While virtual instruction has been difficult for many students, Bargione says some children who fear going to school have benefitted from remote learning. He says school officials should consider ways to continue to offer a virtual option for students who learn better at home.
“We want to make sure a child has a pathway to success, whether it’s in person, which will happen for the vast majority of the young people,” says Bargione. “But there’s probably a small group of students where virtual learning may be the best pathway for them to be successful.”
Pandemic Also Affects Adult Mental Health
Agrawal says there has been a 25 to 50 percent increase in anxiety and depression among adults during the pandemic. To help respond to the increased mental health demands over the past year, Seven Counties Services launched virtual and telemedicine options for its clients in Jefferson, Oldham, Bullitt, Shelby, Spencer, Trimble, and Henry counties.

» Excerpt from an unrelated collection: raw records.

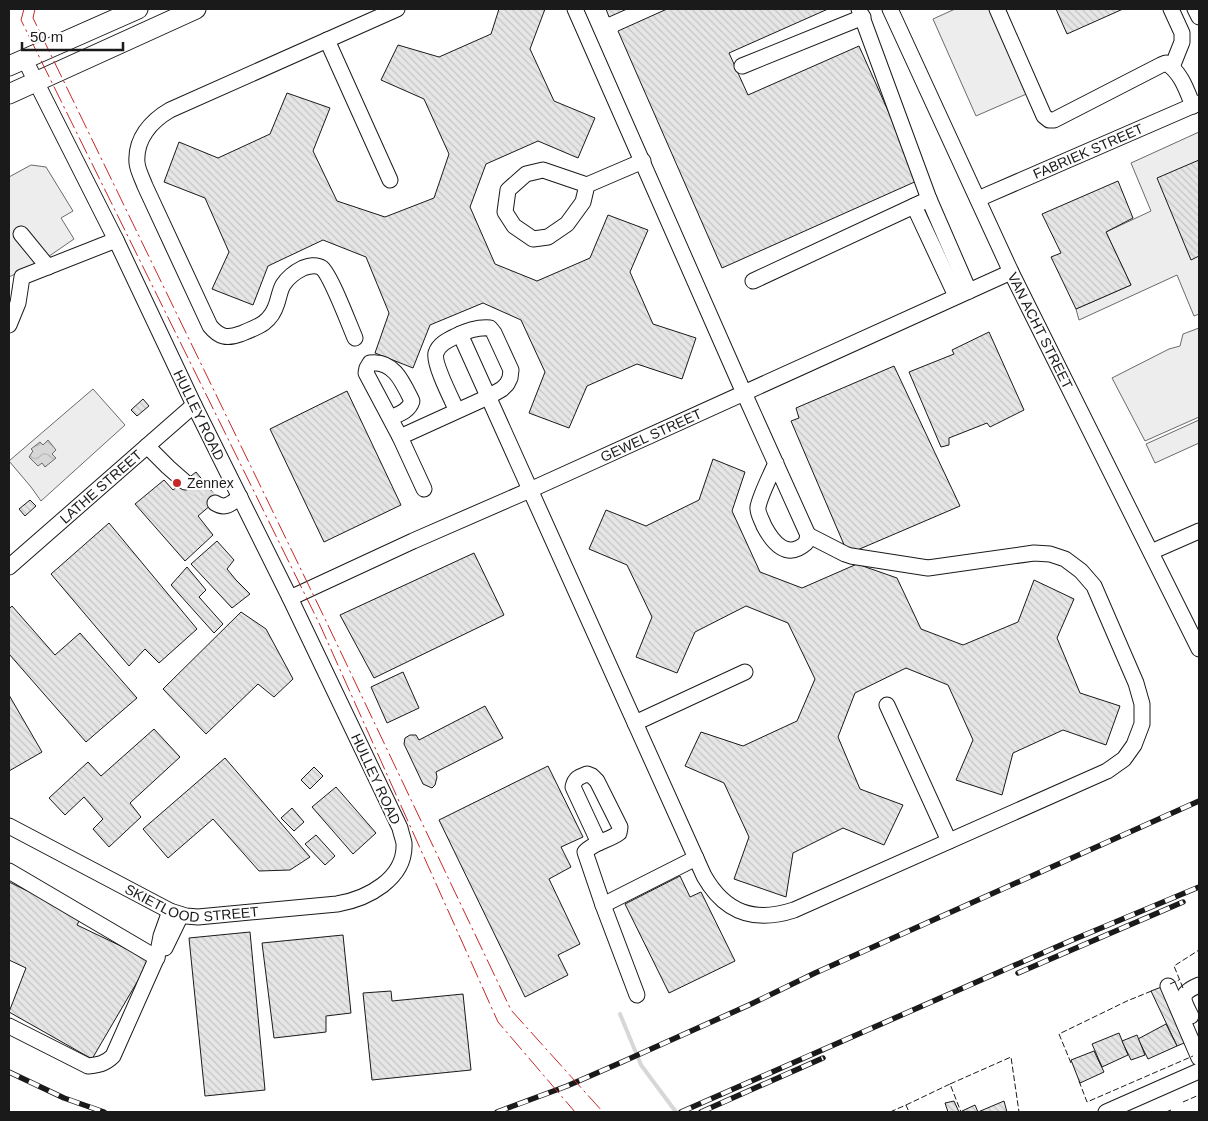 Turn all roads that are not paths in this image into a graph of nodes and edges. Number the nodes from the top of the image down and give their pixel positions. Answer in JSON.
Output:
{"nodes":[{"id":1,"x":138,"y":9,"type":"edge"},
{"id":2,"x":196,"y":9,"type":"edge"},
{"id":3,"x":397,"y":9,"type":"edge"},
{"id":4,"x":575,"y":9,"type":"edge"},
{"id":5,"x":890,"y":9,"type":"edge"},
{"id":6,"x":997,"y":9,"type":"edge"},
{"id":7,"x":1171,"y":9,"type":"edge"},
{"id":8,"x":1195,"y":9,"type":"edge"},
{"id":9,"x":861,"y":13,"type":"edge"},
{"id":10,"x":1199,"y":16,"type":"edge"},
{"id":11,"x":327,"y":40,"type":"junction"},
{"id":12,"x":17,"y":62,"type":"edge"},
{"id":13,"x":742,"y":66,"type":"dead end"},
{"id":14,"x":1172,"y":66,"type":"junction"},
{"id":15,"x":36,"y":82,"type":"junction"},
{"id":16,"x":9,"y":94,"type":"edge"},
{"id":17,"x":1196,"y":105,"type":"edge"},
{"id":18,"x":643,"y":162,"type":"junction"},
{"id":19,"x":390,"y":180,"type":"dead end"},
{"id":20,"x":587,"y":185,"type":"junction"},
{"id":21,"x":929,"y":199,"type":"junction"},
{"id":22,"x":978,"y":199,"type":"junction"},
{"id":23,"x":914,"y":206,"type":"junction"},
{"id":24,"x":21,"y":234,"type":"dead end"},
{"id":25,"x":116,"y":240,"type":"junction"},
{"id":26,"x":48,"y":267,"type":"junction"},
{"id":27,"x":1011,"y":272,"type":"junction"},
{"id":28,"x":22,"y":277,"type":"junction"},
{"id":29,"x":752,"y":281,"type":"dead end"},
{"id":30,"x":9,"y":285,"type":"edge"},
{"id":31,"x":962,"y":293,"type":"junction"},
{"id":32,"x":9,"y":325,"type":"edge"},
{"id":33,"x":460,"y":334,"type":"junction"},
{"id":34,"x":356,"y":338,"type":"dead end"},
{"id":35,"x":744,"y":393,"type":"junction"},
{"id":36,"x":488,"y":397,"type":"junction"},
{"id":37,"x":194,"y":405,"type":"junction"},
{"id":38,"x":457,"y":411,"type":"junction"},
{"id":39,"x":390,"y":418,"type":"dead end"},
{"id":40,"x":400,"y":437,"type":"junction"},
{"id":41,"x":147,"y":446,"type":"junction"},
{"id":42,"x":776,"y":463,"type":"junction"},
{"id":43,"x":185,"y":482,"type":"tunnel mouth"},
{"id":44,"x":424,"y":489,"type":"dead end"},
{"id":45,"x":530,"y":490,"type":"junction"},
{"id":46,"x":240,"y":497,"type":"junction"},
{"id":47,"x":214,"y":503,"type":"tunnel mouth"},
{"id":48,"x":1199,"y":531,"type":"edge"},
{"id":49,"x":808,"y":535,"type":"junction"},
{"id":50,"x":1151,"y":552,"type":"junction"},
{"id":51,"x":11,"y":559,"type":"edge"},
{"id":52,"x":290,"y":598,"type":"junction"},
{"id":53,"x":1199,"y":649,"type":"edge"},
{"id":54,"x":744,"y":672,"type":"dead end"},
{"id":55,"x":887,"y":705,"type":"dead end"},
{"id":56,"x":635,"y":723,"type":"junction"},
{"id":57,"x":9,"y":826,"type":"edge"},
{"id":58,"x":949,"y":840,"type":"junction"},
{"id":59,"x":598,"y":843,"type":"dead end"},
{"id":60,"x":696,"y":858,"type":"junction"},
{"id":61,"x":9,"y":871,"type":"edge"},
{"id":62,"x":387,"y":880,"type":"joint"},
{"id":63,"x":603,"y":905,"type":"junction"},
{"id":64,"x":176,"y":913,"type":"junction"},
{"id":65,"x":157,"y":957,"type":"junction"},
{"id":66,"x":1199,"y":985,"type":"edge"},
{"id":67,"x":1168,"y":986,"type":"dead end"},
{"id":68,"x":638,"y":995,"type":"dead end"},
{"id":69,"x":9,"y":1026,"type":"edge"},
{"id":70,"x":1199,"y":1035,"type":"edge"},
{"id":71,"x":1199,"y":1058,"type":"edge"},
{"id":72,"x":1199,"y":1071,"type":"edge"},
{"id":73,"x":1106,"y":1112,"type":"edge"}],
"edges":[{"from":1,"to":12,"type":"main road"},
{"from":2,"to":15,"type":"main road"},
{"from":3,"to":11,"type":"street"},
{"from":4,"to":18,"type":"street"},
{"from":5,"to":22,"type":"street","name":"VAN ACHT STREET"},
{"from":6,"to":14,"type":"street"},
{"from":7,"to":14,"type":"street"},
{"from":8,"to":10,"type":"street"},
{"from":9,"to":13,"type":"street"},
{"from":9,"to":21,"type":"street"},
{"from":11,"to":19,"type":"street"},
{"from":11,"to":34,"type":"street"},
{"from":12,"to":15,"type":"street","name":"HULLEY ROAD"},
{"from":14,"to":17,"type":"street"},
{"from":15,"to":16,"type":"main road"},
{"from":15,"to":25,"type":"street","name":"HULLEY ROAD"},
{"from":17,"to":22,"type":"street","name":"FABRIEK STREET"},
{"from":18,"to":20,"type":"street"},
{"from":18,"to":35,"type":"street"},
{"from":20,"to":20,"type":"street"},
{"from":21,"to":23,"type":"street"},
{"from":21,"to":31,"type":"street"},
{"from":22,"to":27,"type":"street","name":"VAN ACHT STREET"},
{"from":23,"to":29,"type":"street"},
{"from":23,"to":31,"type":"street"},
{"from":24,"to":26,"type":"street"},
{"from":25,"to":26,"type":"street"},
{"from":25,"to":37,"type":"street","name":"HULLEY ROAD"},
{"from":26,"to":28,"type":"street"},
{"from":27,"to":31,"type":"street","name":"GEWEL STREET"},
{"from":27,"to":50,"type":"street","name":"VAN ACHT STREET"},
{"from":28,"to":30,"type":"street"},
{"from":28,"to":32,"type":"street"},
{"from":31,"to":35,"type":"street","name":"GEWEL STREET"},
{"from":33,"to":36,"type":"street"},
{"from":33,"to":36,"type":"street"},
{"from":33,"to":38,"type":"street"},
{"from":35,"to":42,"type":"street"},
{"from":35,"to":45,"type":"street","name":"GEWEL STREET"},
{"from":36,"to":38,"type":"street"},
{"from":36,"to":45,"type":"street"},
{"from":37,"to":41,"type":"street","name":"LATHE STREET"},
{"from":37,"to":46,"type":"street","name":"HULLEY ROAD"},
{"from":38,"to":40,"type":"street"},
{"from":39,"to":40,"type":"street"},
{"from":40,"to":44,"type":"street"},
{"from":41,"to":43,"type":"street"},
{"from":41,"to":51,"type":"street","name":"LATHE STREET"},
{"from":42,"to":49,"type":"street"},
{"from":42,"to":49,"type":"street"},
{"from":45,"to":52,"type":"street","name":"GEWEL STREET"},
{"from":45,"to":56,"type":"street"},
{"from":46,"to":47,"type":"street"},
{"from":46,"to":52,"type":"street","name":"HULLEY ROAD"},
{"from":48,"to":50,"type":"street"},
{"from":49,"to":58,"type":"street"},
{"from":50,"to":53,"type":"street","name":"VAN ACHT STREET"},
{"from":52,"to":62,"type":"street","name":"HULLEY ROAD"},
{"from":54,"to":56,"type":"street"},
{"from":55,"to":58,"type":"street"},
{"from":56,"to":60,"type":"street"},
{"from":57,"to":64,"type":"street","name":"SKIETLOOD STREET"},
{"from":58,"to":60,"type":"street"},
{"from":59,"to":63,"type":"street"},
{"from":60,"to":63,"type":"street"},
{"from":61,"to":65,"type":"street"},
{"from":62,"to":64,"type":"street","name":"SKIETLOOD STREET"},
{"from":63,"to":68,"type":"street"},
{"from":64,"to":65,"type":"street"},
{"from":65,"to":69,"type":"street"},
{"from":66,"to":70,"type":"street"},
{"from":67,"to":71,"type":"street"},
{"from":72,"to":73,"type":"street"}]}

“It’s a huge change for us and for our patients,” says Agrawal, “but I’m so glad we got this opportunity to change and grow because otherwise we would not have been able to help our patients.”
The stress and uncertainty brought on by the pandemic can contribute to substance use or abuse among vulnerable individuals. Agrawal says Seven Counties also provides addiction treatment services.

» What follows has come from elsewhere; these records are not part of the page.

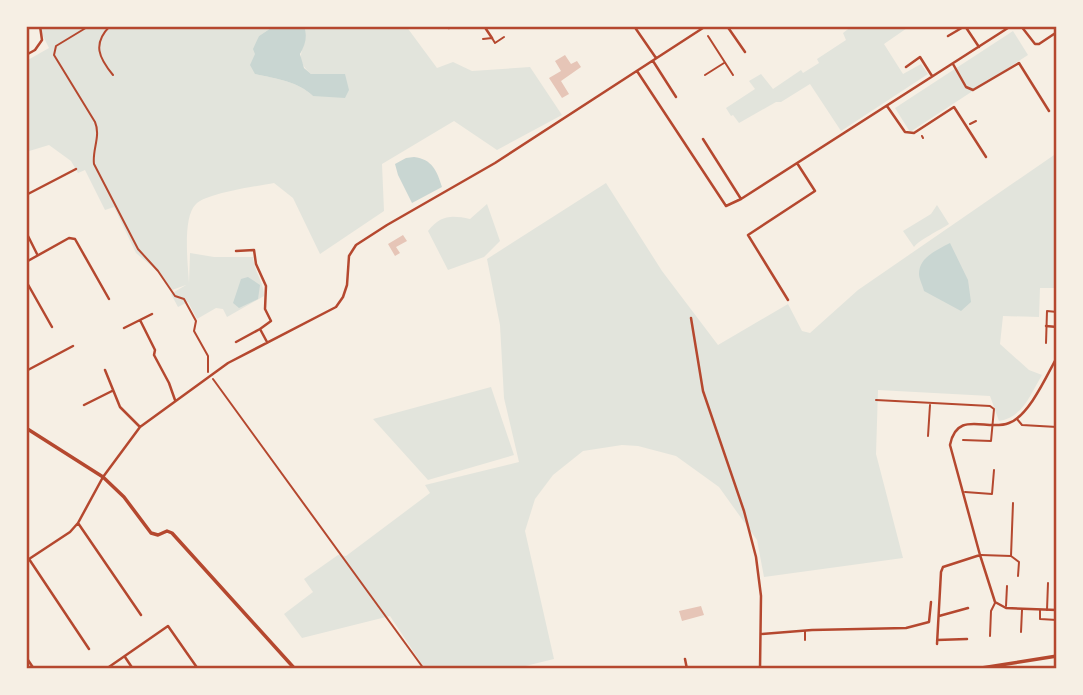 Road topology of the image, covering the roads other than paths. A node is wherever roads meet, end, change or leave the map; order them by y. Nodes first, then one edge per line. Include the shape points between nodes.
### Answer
1 (40, 26) edge
2 (444, 26) edge
3 (484, 26) edge
4 (706, 26) edge
5 (727, 26) edge
6 (965, 26) edge
7 (1011, 26) edge
8 (1021, 26) edge
9 (449, 28) dead end
10 (636, 29) dead end
11 (1057, 32) edge
12 (948, 36) dead end
13 (504, 37) dead end
14 (492, 38) junction
15 (484, 39) dead end
16 (979, 47) junction
17 (745, 52) dead end
18 (26, 55) edge
19 (655, 60) junction
20 (953, 64) junction
21 (906, 67) dead end
22 (637, 71) junction
23 (932, 76) junction
24 (676, 97) dead end
25 (887, 106) junction
26 (1049, 111) dead end
27 (703, 139) dead end
28 (986, 157) dead end
29 (797, 163) junction
30 (76, 169) dead end
31 (26, 195) edge
32 (741, 199) junction
33 (26, 232) edge
34 (236, 251) dead end
35 (38, 255) junction
36 (26, 262) edge
37 (26, 281) edge
38 (109, 299) dead end
39 (788, 300) dead end
40 (1057, 312) edge
41 (152, 314) dead end
42 (691, 317) dead end
43 (140, 320) junction
44 (1046, 326) junction
45 (52, 327) dead end
46 (1057, 327) edge
47 (124, 328) dead end
48 (260, 329) junction
49 (236, 342) dead end
50 (267, 342) junction
51 (1046, 343) dead end
52 (73, 346) dead end
53 (1057, 357) edge
54 (105, 370) dead end
55 (26, 371) edge
56 (114, 391) junction
57 (175, 400) junction
58 (876, 400) dead end
59 (930, 403) junction
60 (84, 405) dead end
61 (1017, 419) junction
62 (993, 425) junction
63 (140, 427) junction
64 (1057, 427) edge
65 (26, 428) edge
66 (928, 436) dead end
67 (963, 440) dead end
68 (994, 470) dead end
69 (103, 477) junction
70 (963, 492) junction
71 (1013, 503) dead end
72 (78, 523) junction
73 (980, 555) junction
74 (1011, 556) junction
75 (28, 560) edge
76 (1018, 576) dead end
77 (1048, 583) dead end
78 (1007, 586) dead end
79 (931, 601) dead end
80 (995, 602) junction
81 (968, 608) dead end
82 (1006, 608) junction
83 (1022, 609) junction
84 (1040, 610) junction
85 (1047, 610) junction
86 (1057, 610) edge
87 (141, 615) dead end
88 (939, 616) junction
89 (1057, 620) edge
90 (805, 631) junction
91 (1021, 632) dead end
92 (761, 634) junction
93 (990, 636) dead end
94 (967, 639) dead end
95 (805, 640) dead end
96 (89, 649) dead end
97 (124, 656) junction
98 (1057, 656) edge
99 (26, 657) edge
100 (685, 659) dead end
101 (290, 664) junction
102 (34, 669) edge
103 (106, 669) edge
104 (133, 669) edge
105 (198, 669) edge
106 (285, 669) edge
107 (295, 669) edge
108 (687, 669) edge
109 (760, 669) edge
110 (975, 669) edge

1 - 18 street via 40,45
2 - 9 street
3 - 14 street
4 - 19 street
5 - 17 street
6 - 12 street
6 - 16 street
7 - 16 street
8 - 11 street via 1035,44
10 - 19 street
13 - 14 lane via 495,43
14 - 15 lane
16 - 20 street
19 - 22 street
19 - 24 street
20 - 23 street
20 - 26 street via 972,90 1019,63
21 - 23 street via 920,57
22 - 32 street via 722,204
22 - 50 street via 356,245 349,256 343,298 336,307
23 - 25 street
25 - 28 street via 908,134 954,107
25 - 29 street
27 - 32 street
29 - 32 street
29 - 39 street via 814,191 748,236
30 - 31 street
33 - 35 street
34 - 48 street via 254,250 266,286 264,302 271,321
35 - 36 street
35 - 38 street via 68,238 75,239
37 - 45 street
40 - 44 lane via 1047,312
41 - 43 street
42 - 92 street via 703,391 751,534 759,576
43 - 47 street
43 - 57 street
44 - 46 street
44 - 51 lane
48 - 49 street
48 - 50 street
50 - 57 street
52 - 55 street
53 - 61 street
54 - 56 street
56 - 60 street
56 - 63 street via 120,407
57 - 63 street
58 - 59 lane
59 - 62 lane via 990,406
59 - 66 lane
61 - 62 street
61 - 64 lane via 1022,425
62 - 67 lane via 991,441
62 - 70 street via 969,424 952,437 950,445
63 - 69 street
65 - 69 street
68 - 70 lane via 992,494
69 - 72 street
69 - 101 street via 151,533 167,531 181,542
70 - 73 street
71 - 74 lane
72 - 75 street
72 - 87 street
73 - 74 lane
73 - 80 street
73 - 88 street via 943,567
74 - 76 lane via 1019,562
75 - 96 street
77 - 85 lane
78 - 82 lane
79 - 90 street via 929,622 906,628
80 - 82 street
80 - 93 lane
81 - 88 street
82 - 83 street
83 - 84 street
83 - 91 lane
84 - 85 street
84 - 89 lane via 1040,619
85 - 86 street
88 - 94 street via 937,642
90 - 92 street
90 - 95 lane
92 - 109 street
97 - 103 street
97 - 104 street
97 - 105 street via 168,626
98 - 110 street
99 - 102 street
100 - 108 street
101 - 106 street
101 - 107 street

“If you need treatment for substance use, we don’t need to be shy about it. It’s part of your mental health,” she says. “Addiction is actually a brain disorder, it’s not just a choice that somebody is making.”
The more people openly discuss issues of addiction, anxiety, and depression, the more these conditions can be normalized. As the stigma associated with mental health issues declines, Agrawal says she hopes more people, especially individuals of color, will seek the care they need.
“There’s nothing called ‘crazy.’ We need to get rid of this word,” she says. “This is a brain disorder, and you reach out for help.”
But Agrawal and Bargione acknowledge the mental health field lacks diversity among its practitioners.
“At Seven Counties we try to have as much diversity as possible,” says Agrawal. “But the truth of the matter is it’s really hard to find psychiatrists and therapists of color. So that has been a struggle.”
Bargione is a leader with the Bounce Coalition, which works with schools and social service organizations to help children, families, and communities build resiliency skills. He says ideally, a troubled child should be seen by a counselor or doctor who looks like them.
“If I’m a child of color, and my clinician or the psychiatrist or psychologist is a person of color also, then that might make it a little easier for me to feel more comfortable and to share some of the most personal thoughts that I have,” says Bargione.